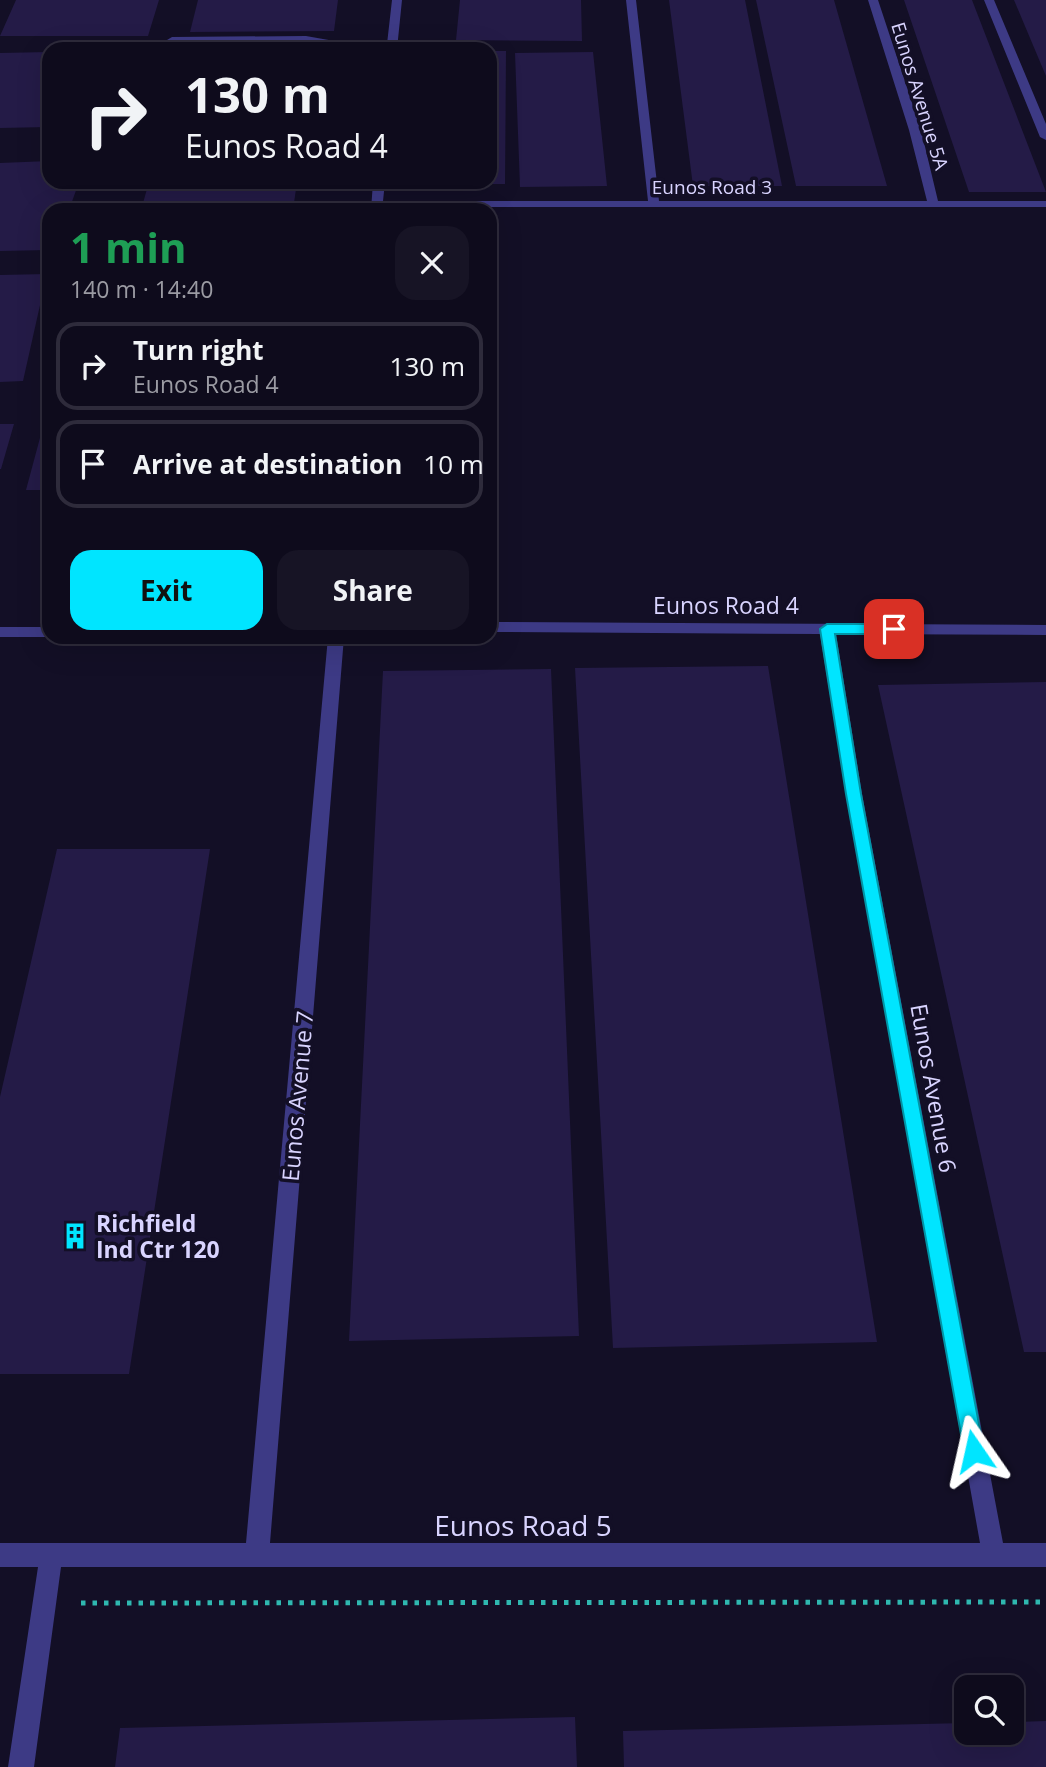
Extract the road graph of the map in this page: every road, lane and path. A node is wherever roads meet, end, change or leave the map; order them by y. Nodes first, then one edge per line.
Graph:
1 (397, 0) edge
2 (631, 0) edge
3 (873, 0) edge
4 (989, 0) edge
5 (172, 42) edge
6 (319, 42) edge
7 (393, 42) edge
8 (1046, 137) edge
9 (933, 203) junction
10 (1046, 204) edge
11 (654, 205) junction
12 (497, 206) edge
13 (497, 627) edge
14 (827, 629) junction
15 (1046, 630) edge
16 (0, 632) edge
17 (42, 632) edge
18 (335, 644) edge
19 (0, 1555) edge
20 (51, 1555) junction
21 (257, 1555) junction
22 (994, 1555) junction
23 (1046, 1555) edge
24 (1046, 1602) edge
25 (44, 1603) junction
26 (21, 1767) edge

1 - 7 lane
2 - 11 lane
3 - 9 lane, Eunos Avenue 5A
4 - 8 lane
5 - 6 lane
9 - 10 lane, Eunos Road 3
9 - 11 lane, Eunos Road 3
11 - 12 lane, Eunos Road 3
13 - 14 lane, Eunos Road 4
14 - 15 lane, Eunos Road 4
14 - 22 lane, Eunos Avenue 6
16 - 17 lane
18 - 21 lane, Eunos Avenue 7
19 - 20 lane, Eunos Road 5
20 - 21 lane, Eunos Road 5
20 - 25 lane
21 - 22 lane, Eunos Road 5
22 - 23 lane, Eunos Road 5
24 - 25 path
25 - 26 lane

━━━━━━━━

◆ Work to complete: Each entry should be transcribed exactly as given, with pictures omitted.

◆ Written answer:
Extract the road graph of the map in this page: every road, lane and path. A node is wherever roads meet, end, change or leave the map; order them by y. Nodes first, then one edge per line.
Graph:
1 (397, 0) edge
2 (631, 0) edge
3 (873, 0) edge
4 (989, 0) edge
5 (172, 42) edge
6 (319, 42) edge
7 (393, 42) edge
8 (1046, 137) edge
9 (933, 203) junction
10 (1046, 204) edge
11 (654, 205) junction
12 (497, 206) edge
13 (497, 627) edge
14 (827, 629) junction
15 (1046, 630) edge
16 (0, 632) edge
17 (42, 632) edge
18 (335, 644) edge
19 (0, 1555) edge
20 (51, 1555) junction
21 (257, 1555) junction
22 (994, 1555) junction
23 (1046, 1555) edge
24 (1046, 1602) edge
25 (44, 1603) junction
26 (21, 1767) edge

1 - 7 lane
2 - 11 lane
3 - 9 lane, Eunos Avenue 5A
4 - 8 lane
5 - 6 lane
9 - 10 lane, Eunos Road 3
9 - 11 lane, Eunos Road 3
11 - 12 lane, Eunos Road 3
13 - 14 lane, Eunos Road 4
14 - 15 lane, Eunos Road 4
14 - 22 lane, Eunos Avenue 6
16 - 17 lane
18 - 21 lane, Eunos Avenue 7
19 - 20 lane, Eunos Road 5
20 - 21 lane, Eunos Road 5
20 - 25 lane
21 - 22 lane, Eunos Road 5
22 - 23 lane, Eunos Road 5
24 - 25 path
25 - 26 lane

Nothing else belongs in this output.